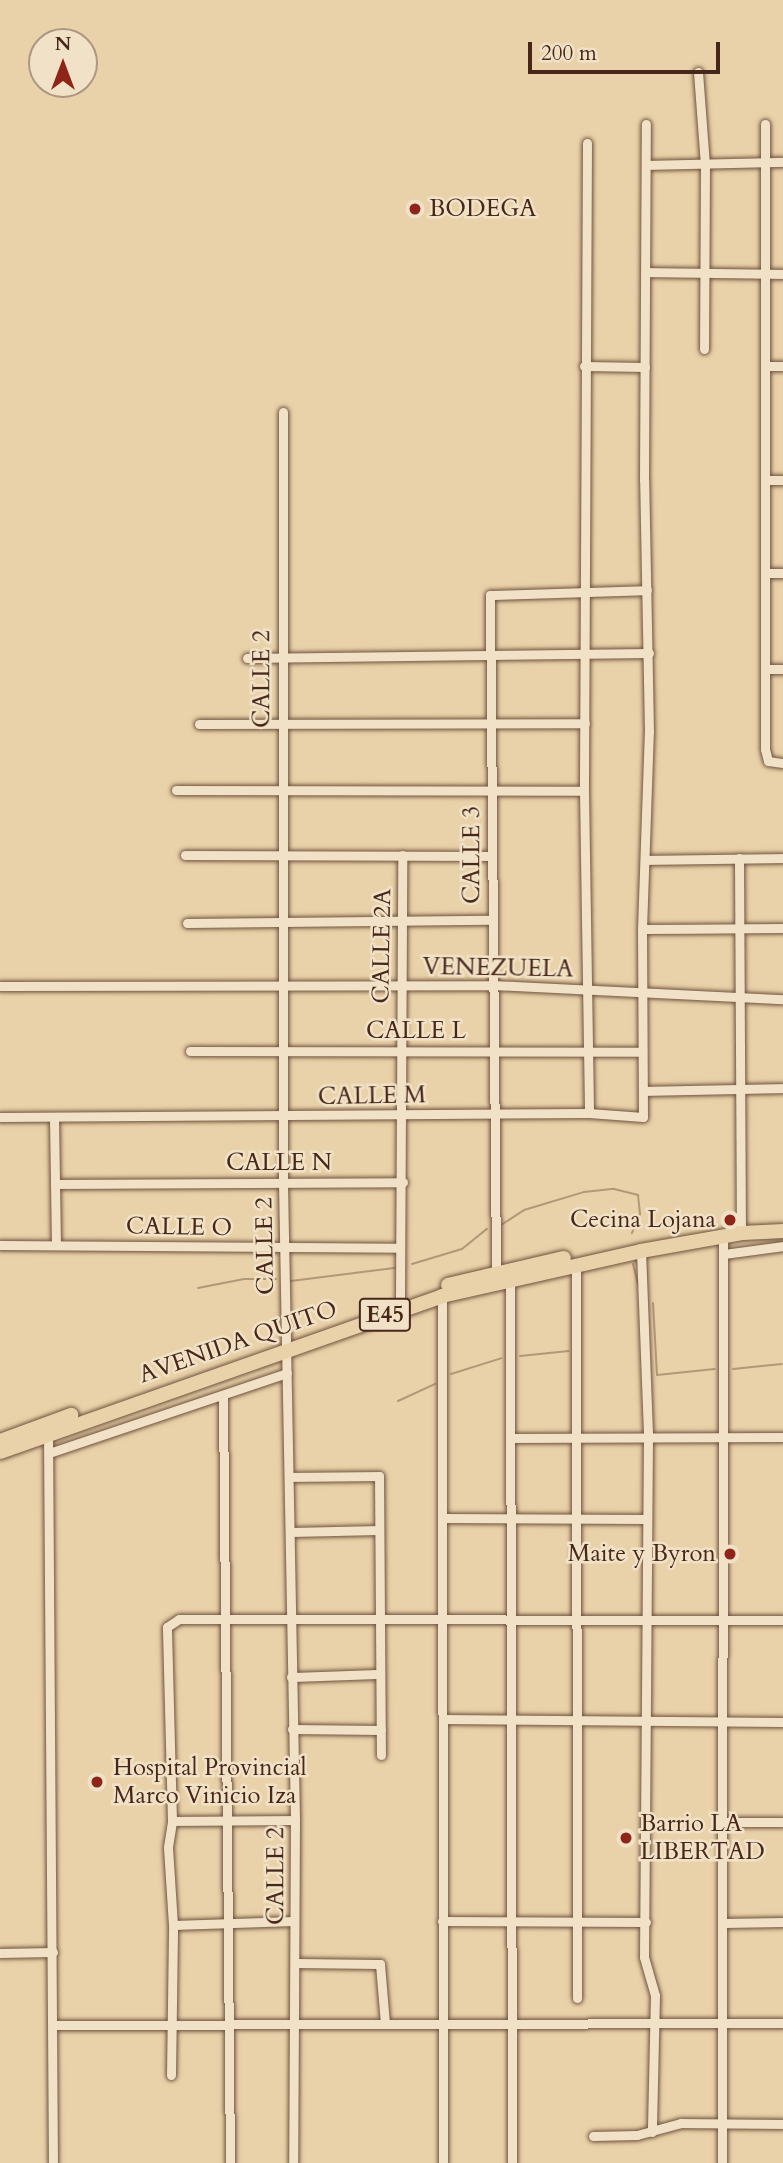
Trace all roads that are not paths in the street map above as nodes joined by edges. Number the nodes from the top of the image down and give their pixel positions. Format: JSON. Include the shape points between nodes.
{"nodes":[{"id":1,"x":698,"y":72,"type":"dead end"},
{"id":2,"x":646,"y":124,"type":"dead end"},
{"id":3,"x":765,"y":124,"type":"dead end"},
{"id":4,"x":587,"y":143,"type":"dead end"},
{"id":5,"x":764,"y":162,"type":"junction"},
{"id":6,"x":783,"y":162,"type":"edge"},
{"id":7,"x":648,"y":165,"type":"junction"},
{"id":8,"x":705,"y":165,"type":"junction"},
{"id":9,"x":646,"y":272,"type":"junction"},
{"id":10,"x":703,"y":273,"type":"junction"},
{"id":11,"x":765,"y":274,"type":"junction"},
{"id":12,"x":783,"y":274,"type":"edge"},
{"id":13,"x":704,"y":349,"type":"dead end"},
{"id":14,"x":584,"y":366,"type":"junction"},
{"id":15,"x":765,"y":366,"type":"junction"},
{"id":16,"x":783,"y":366,"type":"edge"},
{"id":17,"x":645,"y":367,"type":"junction"},
{"id":18,"x":283,"y":412,"type":"dead end"},
{"id":19,"x":766,"y":480,"type":"junction"},
{"id":20,"x":783,"y":480,"type":"edge"},
{"id":21,"x":766,"y":573,"type":"junction"},
{"id":22,"x":783,"y":573,"type":"edge"},
{"id":23,"x":647,"y":590,"type":"junction"},
{"id":24,"x":586,"y":592,"type":"junction"},
{"id":25,"x":649,"y":653,"type":"junction"},
{"id":26,"x":492,"y":655,"type":"junction"},
{"id":27,"x":586,"y":656,"type":"junction"},
{"id":28,"x":281,"y":657,"type":"junction"},
{"id":29,"x":247,"y":658,"type":"dead end"},
{"id":30,"x":767,"y":669,"type":"junction"},
{"id":31,"x":783,"y":669,"type":"edge"},
{"id":32,"x":493,"y":722,"type":"junction"},
{"id":33,"x":281,"y":723,"type":"junction"},
{"id":34,"x":585,"y":723,"type":"junction"},
{"id":35,"x":199,"y":724,"type":"dead end"},
{"id":36,"x":783,"y":763,"type":"edge"},
{"id":37,"x":281,"y":787,"type":"junction"},
{"id":38,"x":492,"y":788,"type":"junction"},
{"id":39,"x":176,"y":790,"type":"dead end"},
{"id":40,"x":584,"y":791,"type":"junction"},
{"id":41,"x":281,"y":854,"type":"junction"},
{"id":42,"x":185,"y":855,"type":"dead end"},
{"id":43,"x":402,"y":855,"type":"junction"},
{"id":44,"x":492,"y":856,"type":"junction"},
{"id":45,"x":739,"y":858,"type":"junction"},
{"id":46,"x":783,"y":858,"type":"edge"},
{"id":47,"x":645,"y":860,"type":"junction"},
{"id":48,"x":402,"y":920,"type":"junction"},
{"id":49,"x":491,"y":920,"type":"junction"},
{"id":50,"x":282,"y":921,"type":"junction"},
{"id":51,"x":187,"y":923,"type":"dead end"},
{"id":52,"x":740,"y":928,"type":"junction"},
{"id":53,"x":783,"y":928,"type":"edge"},
{"id":54,"x":642,"y":929,"type":"junction"},
{"id":55,"x":401,"y":985,"type":"junction"},
{"id":56,"x":494,"y":985,"type":"junction"},
{"id":57,"x":0,"y":986,"type":"edge"},
{"id":58,"x":283,"y":986,"type":"junction"},
{"id":59,"x":587,"y":989,"type":"junction"},
{"id":60,"x":643,"y":995,"type":"junction"},
{"id":61,"x":740,"y":999,"type":"junction"},
{"id":62,"x":783,"y":999,"type":"edge"},
{"id":63,"x":496,"y":1050,"type":"junction"},
{"id":64,"x":190,"y":1051,"type":"dead end"},
{"id":65,"x":283,"y":1051,"type":"junction"},
{"id":66,"x":400,"y":1051,"type":"junction"},
{"id":67,"x":586,"y":1051,"type":"junction"},
{"id":68,"x":642,"y":1052,"type":"junction"},
{"id":69,"x":783,"y":1088,"type":"edge"},
{"id":70,"x":738,"y":1089,"type":"junction"},
{"id":71,"x":645,"y":1091,"type":"junction"},
{"id":72,"x":589,"y":1113,"type":"junction"},
{"id":73,"x":495,"y":1114,"type":"junction"},
{"id":74,"x":284,"y":1116,"type":"junction"},
{"id":75,"x":401,"y":1116,"type":"junction"},
{"id":76,"x":0,"y":1117,"type":"edge"},
{"id":77,"x":54,"y":1118,"type":"junction"},
{"id":78,"x":403,"y":1182,"type":"junction"},
{"id":79,"x":284,"y":1183,"type":"junction"},
{"id":80,"x":55,"y":1184,"type":"junction"},
{"id":81,"x":783,"y":1223,"type":"edge"},
{"id":82,"x":741,"y":1225,"type":"junction"},
{"id":83,"x":783,"y":1231,"type":"edge"},
{"id":84,"x":723,"y":1236,"type":"junction"},
{"id":85,"x":56,"y":1244,"type":"junction"},
{"id":86,"x":0,"y":1245,"type":"edge"},
{"id":87,"x":783,"y":1245,"type":"edge"},
{"id":88,"x":284,"y":1247,"type":"junction"},
{"id":89,"x":400,"y":1248,"type":"junction"},
{"id":90,"x":641,"y":1251,"type":"junction"},
{"id":91,"x":724,"y":1254,"type":"junction"},
{"id":92,"x":576,"y":1265,"type":"junction"},
{"id":93,"x":496,"y":1271,"type":"junction"},
{"id":94,"x":510,"y":1280,"type":"junction"},
{"id":95,"x":442,"y":1296,"type":"junction"},
{"id":96,"x":400,"y":1300,"type":"junction"},
{"id":97,"x":286,"y":1344,"type":"junction"},
{"id":98,"x":287,"y":1373,"type":"junction"},
{"id":99,"x":222,"y":1395,"type":"junction"},
{"id":100,"x":48,"y":1434,"type":"junction"},
{"id":101,"x":511,"y":1437,"type":"junction"},
{"id":102,"x":579,"y":1437,"type":"junction"},
{"id":103,"x":648,"y":1437,"type":"junction"},
{"id":104,"x":783,"y":1437,"type":"edge"},
{"id":105,"x":724,"y":1438,"type":"junction"},
{"id":106,"x":0,"y":1441,"type":"edge"},
{"id":107,"x":0,"y":1452,"type":"edge"},
{"id":108,"x":49,"y":1453,"type":"junction"},
{"id":109,"x":289,"y":1477,"type":"junction"},
{"id":110,"x":442,"y":1518,"type":"junction"},
{"id":111,"x":579,"y":1518,"type":"junction"},
{"id":112,"x":509,"y":1519,"type":"junction"},
{"id":113,"x":647,"y":1519,"type":"junction"},
{"id":114,"x":379,"y":1530,"type":"junction"},
{"id":115,"x":290,"y":1532,"type":"junction"},
{"id":116,"x":292,"y":1618,"type":"junction"},
{"id":117,"x":379,"y":1618,"type":"junction"},
{"id":118,"x":225,"y":1619,"type":"junction"},
{"id":119,"x":440,"y":1619,"type":"junction"},
{"id":120,"x":577,"y":1619,"type":"junction"},
{"id":121,"x":648,"y":1620,"type":"junction"},
{"id":122,"x":783,"y":1620,"type":"edge"},
{"id":123,"x":509,"y":1621,"type":"junction"},
{"id":124,"x":719,"y":1622,"type":"junction"},
{"id":125,"x":379,"y":1674,"type":"junction"},
{"id":126,"x":291,"y":1677,"type":"junction"},
{"id":127,"x":443,"y":1719,"type":"junction"},
{"id":128,"x":509,"y":1720,"type":"junction"},
{"id":129,"x":576,"y":1721,"type":"junction"},
{"id":130,"x":647,"y":1721,"type":"junction"},
{"id":131,"x":721,"y":1722,"type":"junction"},
{"id":132,"x":783,"y":1722,"type":"edge"},
{"id":133,"x":292,"y":1729,"type":"junction"},
{"id":134,"x":381,"y":1730,"type":"junction"},
{"id":135,"x":381,"y":1755,"type":"dead end"},
{"id":136,"x":295,"y":1820,"type":"junction"},
{"id":137,"x":172,"y":1821,"type":"junction"},
{"id":138,"x":227,"y":1822,"type":"junction"},
{"id":139,"x":721,"y":1822,"type":"junction"},
{"id":140,"x":783,"y":1822,"type":"edge"},
{"id":141,"x":295,"y":1921,"type":"junction"},
{"id":142,"x":442,"y":1921,"type":"junction"},
{"id":143,"x":509,"y":1922,"type":"junction"},
{"id":144,"x":646,"y":1922,"type":"junction"},
{"id":145,"x":783,"y":1922,"type":"edge"},
{"id":146,"x":227,"y":1923,"type":"junction"},
{"id":147,"x":578,"y":1923,"type":"junction"},
{"id":148,"x":723,"y":1923,"type":"junction"},
{"id":149,"x":173,"y":1925,"type":"junction"},
{"id":150,"x":53,"y":1952,"type":"junction"},
{"id":151,"x":0,"y":1953,"type":"edge"},
{"id":152,"x":295,"y":1963,"type":"junction"},
{"id":153,"x":577,"y":1998,"type":"dead end"},
{"id":154,"x":442,"y":2021,"type":"junction"},
{"id":155,"x":513,"y":2021,"type":"junction"},
{"id":156,"x":720,"y":2022,"type":"junction"},
{"id":157,"x":783,"y":2023,"type":"edge"},
{"id":158,"x":385,"y":2024,"type":"junction"},
{"id":159,"x":656,"y":2024,"type":"junction"},
{"id":160,"x":53,"y":2025,"type":"junction"},
{"id":161,"x":170,"y":2025,"type":"junction"},
{"id":162,"x":228,"y":2026,"type":"junction"},
{"id":163,"x":293,"y":2026,"type":"junction"},
{"id":164,"x":171,"y":2075,"type":"dead end"},
{"id":165,"x":722,"y":2122,"type":"junction"},
{"id":166,"x":783,"y":2124,"type":"edge"},
{"id":167,"x":652,"y":2132,"type":"junction"},
{"id":168,"x":593,"y":2136,"type":"dead end"},
{"id":169,"x":53,"y":2163,"type":"edge"},
{"id":170,"x":230,"y":2163,"type":"edge"},
{"id":171,"x":293,"y":2163,"type":"edge"},
{"id":172,"x":443,"y":2163,"type":"edge"},
{"id":173,"x":512,"y":2163,"type":"edge"},
{"id":174,"x":722,"y":2163,"type":"edge"}],
"edges":[{"from":1,"to":8,"type":"street"},
{"from":2,"to":7,"type":"street"},
{"from":3,"to":5,"type":"street"},
{"from":4,"to":14,"type":"street"},
{"from":5,"to":6,"type":"street"},
{"from":5,"to":8,"type":"street"},
{"from":5,"to":11,"type":"street"},
{"from":7,"to":8,"type":"street"},
{"from":7,"to":9,"type":"street"},
{"from":8,"to":10,"type":"street"},
{"from":9,"to":10,"type":"street"},
{"from":9,"to":17,"type":"street"},
{"from":10,"to":11,"type":"street"},
{"from":10,"to":13,"type":"street"},
{"from":11,"to":12,"type":"street"},
{"from":11,"to":15,"type":"street"},
{"from":14,"to":17,"type":"street"},
{"from":14,"to":24,"type":"street"},
{"from":15,"to":16,"type":"street"},
{"from":15,"to":19,"type":"street"},
{"from":17,"to":23,"type":"street"},
{"from":18,"to":28,"type":"street","name":"CALLE 2"},
{"from":19,"to":20,"type":"street"},
{"from":19,"to":21,"type":"street"},
{"from":21,"to":22,"type":"street"},
{"from":21,"to":30,"type":"street"},
{"from":23,"to":24,"type":"street","name":"CALLE 3"},
{"from":23,"to":25,"type":"street"},
{"from":24,"to":26,"type":"street","name":"CALLE 3","via":[[490,595]]},
{"from":24,"to":27,"type":"street"},
{"from":25,"to":27,"type":"street"},
{"from":25,"to":47,"type":"street"},
{"from":26,"to":27,"type":"street"},
{"from":26,"to":28,"type":"street"},
{"from":26,"to":32,"type":"street","name":"CALLE 3"},
{"from":27,"to":34,"type":"street"},
{"from":28,"to":29,"type":"street"},
{"from":28,"to":33,"type":"street","name":"CALLE 2"},
{"from":30,"to":31,"type":"street"},
{"from":30,"to":36,"type":"street","via":[[765,756],[772,763]]},
{"from":32,"to":33,"type":"street"},
{"from":32,"to":34,"type":"street"},
{"from":32,"to":38,"type":"street","name":"CALLE 3"},
{"from":33,"to":35,"type":"street"},
{"from":33,"to":37,"type":"street","name":"CALLE 2"},
{"from":34,"to":40,"type":"street"},
{"from":37,"to":38,"type":"street"},
{"from":37,"to":39,"type":"street"},
{"from":37,"to":41,"type":"street","name":"CALLE 2"},
{"from":38,"to":40,"type":"street"},
{"from":38,"to":44,"type":"street","name":"CALLE 3"},
{"from":40,"to":59,"type":"street"},
{"from":41,"to":42,"type":"street"},
{"from":41,"to":43,"type":"street"},
{"from":41,"to":50,"type":"street","name":"CALLE 2"},
{"from":43,"to":44,"type":"street"},
{"from":43,"to":48,"type":"street","name":"CALLE 2A"},
{"from":44,"to":49,"type":"street","name":"CALLE 3"},
{"from":45,"to":46,"type":"street"},
{"from":45,"to":47,"type":"street"},
{"from":45,"to":52,"type":"street"},
{"from":47,"to":54,"type":"street"},
{"from":48,"to":49,"type":"street"},
{"from":48,"to":50,"type":"street"},
{"from":48,"to":55,"type":"street","name":"CALLE 2A"},
{"from":49,"to":56,"type":"street","name":"CALLE 3"},
{"from":50,"to":51,"type":"street"},
{"from":50,"to":58,"type":"street","name":"CALLE 2"},
{"from":52,"to":53,"type":"street"},
{"from":52,"to":54,"type":"street"},
{"from":52,"to":61,"type":"street"},
{"from":54,"to":60,"type":"street"},
{"from":55,"to":56,"type":"street","name":"VENEZUELA"},
{"from":55,"to":58,"type":"street","name":"VENEZUELA"},
{"from":55,"to":66,"type":"street","name":"CALLE 2A"},
{"from":56,"to":59,"type":"street","name":"VENEZUELA"},
{"from":56,"to":63,"type":"street","name":"CALLE 3"},
{"from":57,"to":58,"type":"street","name":"VENEZUELA"},
{"from":58,"to":65,"type":"street","name":"CALLE 2"},
{"from":59,"to":60,"type":"street","name":"VENEZUELA"},
{"from":59,"to":67,"type":"street"},
{"from":60,"to":61,"type":"street","name":"VENEZUELA"},
{"from":60,"to":68,"type":"street"},
{"from":61,"to":62,"type":"street","name":"VENEZUELA"},
{"from":61,"to":70,"type":"street"},
{"from":63,"to":66,"type":"street","name":"CALLE L"},
{"from":63,"to":67,"type":"street","name":"CALLE L"},
{"from":63,"to":73,"type":"street","name":"CALLE 3"},
{"from":64,"to":65,"type":"street","name":"CALLE L"},
{"from":65,"to":66,"type":"street","name":"CALLE L"},
{"from":65,"to":74,"type":"street","name":"CALLE 2"},
{"from":66,"to":75,"type":"street","name":"CALLE 2A"},
{"from":67,"to":68,"type":"street","name":"CALLE L"},
{"from":67,"to":72,"type":"street"},
{"from":68,"to":71,"type":"street"},
{"from":69,"to":70,"type":"street"},
{"from":70,"to":71,"type":"street"},
{"from":70,"to":82,"type":"street"},
{"from":71,"to":72,"type":"street","name":"CALLE M","via":[[643,1117]]},
{"from":72,"to":73,"type":"street","name":"CALLE M"},
{"from":73,"to":75,"type":"street","name":"CALLE M"},
{"from":73,"to":93,"type":"street","name":"CALLE 3"},
{"from":74,"to":75,"type":"street","name":"CALLE M"},
{"from":74,"to":77,"type":"street","name":"CALLE M"},
{"from":74,"to":79,"type":"street","name":"CALLE 2"},
{"from":75,"to":78,"type":"street","name":"CALLE 2A"},
{"from":76,"to":77,"type":"street","name":"CALLE M"},
{"from":77,"to":80,"type":"street"},
{"from":78,"to":79,"type":"street","name":"CALLE N"},
{"from":78,"to":89,"type":"street","name":"CALLE 2A"},
{"from":79,"to":80,"type":"street","name":"CALLE N"},
{"from":79,"to":88,"type":"street","name":"CALLE 2"},
{"from":80,"to":85,"type":"street"},
{"from":81,"to":82,"type":"highway","name":"AVENIDA QUITO","number":"E45"},
{"from":82,"to":93,"type":"highway","name":"AVENIDA QUITO","number":"E45"},
{"from":83,"to":84,"type":"highway","name":"AVENIDA QUITO","number":"E45"},
{"from":84,"to":90,"type":"highway","name":"AVENIDA QUITO","number":"E45"},
{"from":84,"to":91,"type":"street"},
{"from":85,"to":86,"type":"street","name":"CALLE O"},
{"from":85,"to":88,"type":"street","name":"CALLE O"},
{"from":87,"to":91,"type":"street"},
{"from":88,"to":89,"type":"street","name":"CALLE O"},
{"from":88,"to":97,"type":"street","name":"CALLE 2"},
{"from":89,"to":96,"type":"street","name":"CALLE 2A"},
{"from":90,"to":92,"type":"highway","name":"AVENIDA QUITO","number":"E45"},
{"from":90,"to":103,"type":"street"},
{"from":91,"to":105,"type":"street"},
{"from":92,"to":94,"type":"highway","name":"AVENIDA QUITO","number":"E45"},
{"from":92,"to":102,"type":"street"},
{"from":93,"to":96,"type":"highway","name":"AVENIDA QUITO","number":"E45"},
{"from":94,"to":95,"type":"highway","name":"AVENIDA QUITO","number":"E45"},
{"from":94,"to":101,"type":"street"},
{"from":95,"to":97,"type":"highway","name":"AVENIDA QUITO","number":"E45"},
{"from":95,"to":110,"type":"street"},
{"from":96,"to":97,"type":"highway","name":"AVENIDA QUITO","number":"E45"},
{"from":97,"to":98,"type":"street","name":"CALLE 2"},
{"from":97,"to":100,"type":"highway","name":"AVENIDA QUITO","number":"E45"},
{"from":97,"to":106,"type":"highway","name":"AVENIDA QUITO","number":"E45"},
{"from":98,"to":99,"type":"street"},
{"from":98,"to":109,"type":"street","name":"CALLE 2"},
{"from":99,"to":108,"type":"street"},
{"from":99,"to":118,"type":"street"},
{"from":100,"to":107,"type":"highway","name":"AVENIDA QUITO","number":"E45"},
{"from":100,"to":108,"type":"street"},
{"from":101,"to":102,"type":"street"},
{"from":101,"to":112,"type":"street"},
{"from":102,"to":103,"type":"street"},
{"from":102,"to":111,"type":"street"},
{"from":103,"to":105,"type":"street"},
{"from":103,"to":113,"type":"street"},
{"from":104,"to":105,"type":"street"},
{"from":105,"to":124,"type":"street"},
{"from":108,"to":150,"type":"street"},
{"from":109,"to":114,"type":"street","via":[[379,1476]]},
{"from":109,"to":115,"type":"street","name":"CALLE 2"},
{"from":110,"to":112,"type":"street"},
{"from":110,"to":119,"type":"street"},
{"from":111,"to":112,"type":"street"},
{"from":111,"to":113,"type":"street"},
{"from":111,"to":120,"type":"street"},
{"from":112,"to":123,"type":"street"},
{"from":113,"to":121,"type":"street"},
{"from":114,"to":115,"type":"street"},
{"from":114,"to":117,"type":"street"},
{"from":115,"to":116,"type":"street","name":"CALLE 2"},
{"from":116,"to":117,"type":"street"},
{"from":116,"to":118,"type":"street"},
{"from":116,"to":126,"type":"street","name":"CALLE 2"},
{"from":117,"to":119,"type":"street"},
{"from":117,"to":125,"type":"street"},
{"from":118,"to":137,"type":"street","via":[[179,1619],[167,1627]]},
{"from":118,"to":138,"type":"street"},
{"from":119,"to":123,"type":"street"},
{"from":119,"to":127,"type":"street"},
{"from":120,"to":121,"type":"street"},
{"from":120,"to":123,"type":"street"},
{"from":120,"to":129,"type":"street"},
{"from":121,"to":124,"type":"street"},
{"from":121,"to":130,"type":"street"},
{"from":122,"to":124,"type":"street"},
{"from":123,"to":128,"type":"street"},
{"from":124,"to":131,"type":"street"},
{"from":125,"to":126,"type":"street"},
{"from":125,"to":134,"type":"street"},
{"from":126,"to":133,"type":"street","name":"CALLE 2"},
{"from":127,"to":128,"type":"street"},
{"from":127,"to":142,"type":"street"},
{"from":128,"to":129,"type":"street"},
{"from":128,"to":143,"type":"street"},
{"from":129,"to":130,"type":"street"},
{"from":129,"to":147,"type":"street"},
{"from":130,"to":131,"type":"street"},
{"from":130,"to":144,"type":"street"},
{"from":131,"to":132,"type":"street"},
{"from":131,"to":139,"type":"street"},
{"from":133,"to":134,"type":"street"},
{"from":133,"to":136,"type":"street","name":"CALLE 2"},
{"from":134,"to":135,"type":"street"},
{"from":136,"to":138,"type":"street"},
{"from":136,"to":141,"type":"street","name":"CALLE 2"},
{"from":137,"to":138,"type":"street"},
{"from":137,"to":149,"type":"street","via":[[168,1847]]},
{"from":138,"to":146,"type":"street"},
{"from":139,"to":140,"type":"street"},
{"from":139,"to":148,"type":"street"},
{"from":141,"to":146,"type":"street"},
{"from":141,"to":152,"type":"street","name":"CALLE 2"},
{"from":142,"to":143,"type":"street"},
{"from":142,"to":154,"type":"street"},
{"from":143,"to":147,"type":"street"},
{"from":143,"to":155,"type":"street"},
{"from":144,"to":147,"type":"street"},
{"from":144,"to":159,"type":"street","via":[[644,1957],[655,1995]]},
{"from":145,"to":148,"type":"street"},
{"from":146,"to":149,"type":"street"},
{"from":146,"to":162,"type":"street"},
{"from":147,"to":153,"type":"street"},
{"from":148,"to":156,"type":"street"},
{"from":149,"to":161,"type":"street"},
{"from":150,"to":151,"type":"street"},
{"from":150,"to":160,"type":"street"},
{"from":152,"to":158,"type":"street","via":[[380,1964]]},
{"from":152,"to":163,"type":"street","name":"CALLE 2"},
{"from":154,"to":155,"type":"street"},
{"from":154,"to":158,"type":"street"},
{"from":154,"to":172,"type":"street"},
{"from":155,"to":159,"type":"street"},
{"from":155,"to":173,"type":"street"},
{"from":156,"to":157,"type":"street"},
{"from":156,"to":159,"type":"street"},
{"from":156,"to":165,"type":"street"},
{"from":158,"to":163,"type":"street"},
{"from":159,"to":167,"type":"street"},
{"from":160,"to":161,"type":"street"},
{"from":160,"to":169,"type":"street"},
{"from":161,"to":162,"type":"street"},
{"from":161,"to":164,"type":"street"},
{"from":162,"to":163,"type":"street"},
{"from":162,"to":170,"type":"street"},
{"from":163,"to":171,"type":"street","name":"CALLE 2"},
{"from":165,"to":166,"type":"street"},
{"from":165,"to":167,"type":"street","via":[[681,2123]]},
{"from":165,"to":174,"type":"street"},
{"from":167,"to":168,"type":"street"}]}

========

Work to be completed: Lines with "edges" in the records above: copy every one of them.

Solution:
Trace all roads that are not paths in the street map above as nodes joined by edges. Number the nodes from the top of the image down and give their pixel positions. Format: JSON. Include the shape points between nodes.
"edges":[{"from":1,"to":8,"type":"street"},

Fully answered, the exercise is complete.